Thursday, October 20, 2005

Cuba, U.S. rules hurt families, group says

 Posted on Thu, Oct. 20, 2005

HUMAN RIGHTS WATCH REPORT
Cuba, U.S. rules hurt families, group says
A new study by a human rights group blasts both Havana and Washington for travel policies that force families apart.
BY FRANCES ROBLES
frobles@herald.com

Washington and Havana rip apart Cuban families with travel policies that violate civil rights, Human Rights Watch said Wednesday in a report that marks the first time the group investigates two countries in the same study.
Cuban-American families can't care for dying relatives because travel restrictions tightened last year by the Bush administration limit trips to the island to once every three years.

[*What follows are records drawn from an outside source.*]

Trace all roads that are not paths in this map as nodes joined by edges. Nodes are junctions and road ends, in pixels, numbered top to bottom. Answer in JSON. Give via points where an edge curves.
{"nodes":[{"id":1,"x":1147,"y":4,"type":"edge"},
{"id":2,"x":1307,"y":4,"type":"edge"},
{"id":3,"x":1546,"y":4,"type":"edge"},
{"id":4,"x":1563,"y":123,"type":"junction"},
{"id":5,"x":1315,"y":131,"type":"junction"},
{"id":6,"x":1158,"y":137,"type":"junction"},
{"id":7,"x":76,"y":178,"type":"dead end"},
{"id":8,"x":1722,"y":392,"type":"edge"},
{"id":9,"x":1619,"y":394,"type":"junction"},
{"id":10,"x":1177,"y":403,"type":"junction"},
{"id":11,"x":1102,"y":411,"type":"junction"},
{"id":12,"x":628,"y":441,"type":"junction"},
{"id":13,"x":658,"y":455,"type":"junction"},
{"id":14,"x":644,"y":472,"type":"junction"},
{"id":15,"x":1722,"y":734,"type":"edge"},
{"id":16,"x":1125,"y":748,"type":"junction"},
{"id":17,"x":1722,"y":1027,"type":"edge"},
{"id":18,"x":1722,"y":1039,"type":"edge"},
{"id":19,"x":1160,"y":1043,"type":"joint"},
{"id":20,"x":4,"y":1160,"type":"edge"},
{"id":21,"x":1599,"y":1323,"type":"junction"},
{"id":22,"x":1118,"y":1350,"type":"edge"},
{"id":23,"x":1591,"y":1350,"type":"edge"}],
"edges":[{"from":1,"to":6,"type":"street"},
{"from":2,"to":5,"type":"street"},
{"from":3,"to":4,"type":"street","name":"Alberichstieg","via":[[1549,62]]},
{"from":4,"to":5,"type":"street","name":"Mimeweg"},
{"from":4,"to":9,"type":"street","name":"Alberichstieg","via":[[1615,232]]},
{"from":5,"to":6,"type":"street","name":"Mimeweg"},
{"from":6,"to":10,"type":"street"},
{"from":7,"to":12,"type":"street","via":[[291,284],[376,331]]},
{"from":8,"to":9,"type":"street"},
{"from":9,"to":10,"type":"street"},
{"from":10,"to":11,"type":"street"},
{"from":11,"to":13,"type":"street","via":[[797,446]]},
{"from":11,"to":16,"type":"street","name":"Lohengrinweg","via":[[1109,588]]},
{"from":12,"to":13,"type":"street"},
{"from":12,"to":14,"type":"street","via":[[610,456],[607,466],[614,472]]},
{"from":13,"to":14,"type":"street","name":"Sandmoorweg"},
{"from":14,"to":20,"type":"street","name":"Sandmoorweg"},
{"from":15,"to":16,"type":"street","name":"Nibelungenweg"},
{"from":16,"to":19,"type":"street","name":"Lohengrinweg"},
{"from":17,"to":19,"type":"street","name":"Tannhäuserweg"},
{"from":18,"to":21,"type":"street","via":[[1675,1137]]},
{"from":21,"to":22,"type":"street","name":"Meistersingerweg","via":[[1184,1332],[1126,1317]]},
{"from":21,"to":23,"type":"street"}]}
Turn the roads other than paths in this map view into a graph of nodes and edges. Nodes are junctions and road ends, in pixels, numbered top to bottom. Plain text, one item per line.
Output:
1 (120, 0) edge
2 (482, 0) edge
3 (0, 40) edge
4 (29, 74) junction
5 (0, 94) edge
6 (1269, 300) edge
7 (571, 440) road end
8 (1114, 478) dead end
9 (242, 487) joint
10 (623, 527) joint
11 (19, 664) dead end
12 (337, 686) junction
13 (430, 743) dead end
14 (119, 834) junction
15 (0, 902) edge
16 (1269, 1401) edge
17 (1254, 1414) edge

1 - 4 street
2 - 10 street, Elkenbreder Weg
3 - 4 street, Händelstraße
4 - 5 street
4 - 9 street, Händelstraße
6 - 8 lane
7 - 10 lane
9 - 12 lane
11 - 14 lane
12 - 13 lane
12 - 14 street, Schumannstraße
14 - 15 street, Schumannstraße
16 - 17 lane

And Cuba takes revenge on defectors by holding their kids ''hostage,'' the study said.
Families separated by distance and law shoulder the burden of decades of diplomatic tensions, Human Rights Watch said.
''What I see is a lot more people in pain,'' said Marisela Romero, whose case was one of those mentioned in the report.
Romero turned to the U.S. Treasury Department for an emergency waiver last year when she wanted to see her 87-year-old father, who had Alzheimer's and was getting progressively worse. But Romero, who left Cuba in 1992 and visited regularly, had already traveled to Cuba in May.
''According to them, I had to wait three years. I told them: My father does not have three years,'' Romero said. ``What kind of mind does it take to come up with a law that prohibits bringing someone Pampers?''
Romero's father died a year ago today. Afraid to break the law by going through a third country, she missed the funeral.
`ILL-CONCEIVED POLICY'
''We don't understand why Cuban families have to pay the price for an ill-conceived policy,'' said José Miguel Vivanco, executive director of Human Rights Watch's Americas division.
Vivanco and senior researcher Daniel Wilkinson released the 69-page report, ''Families Torn Apart: The High Cost of U.S. and Cuban Travel Restrictions'' at a news conference Wednesday in Coral Gables.
Based on interviews with dozens of affected families in Cuba and the United States, the study says travel policies in both nations violate the internationally recognized right to freedom of movement.
Tougher U.S. travel restrictions were enacted in June 2004 as part of a Bush administration effort to deny the Castro government part of the cash that travelers take to Cuba every year.
A Treasury Department spokeswoman said restrictions are important to keep currency from an oppressive dictatorship.
U.S. Rep. Ileana Ros-Lehtinen, R-Miami, issued a statement slamming the report, saying: ``There is no moral equivalence in comparing our policies with that of the Castro regime's. Our goal is simple and honorable: freedom and democracy for the 11 million Cubans who live at the whim of a madman.''
Taking aim at Cuba, the report says its government regularly denies exit visas to medical professionals, to the children of defectors, and to relatives of Cubans living abroad legally.
`HOSTAGES TO REGIME'
Cuba uses the exit visas as a tool for revenge against the disloyal and as blackmail to force the return of Cubans who have government permissions to live abroad temporarily, the report said.
''My children are hostages to the Castro regime,'' said José Cohen, a former Cuban state security agent who lives in Miami Beach. 'They want to give a lesson to people like me that grew up under the regime: `Do what José Cohen did, and you'll be separated from your family.' ''
After Cohen, 40, left Cuba in 1994, a court there sentenced him to death for being a traitor. His wife and three children were issued U.S. visas in 1996, but the Cuban government has not issued them exit permits.
Human Rights Watch made a series of admittedly ''long shot'' recommendations, including insisting the Cuban government allow its citizens to travel freely. The group urges the Bush administration to lift travel restrictions to Cuba, or at least offer emergency humanitarian exceptions.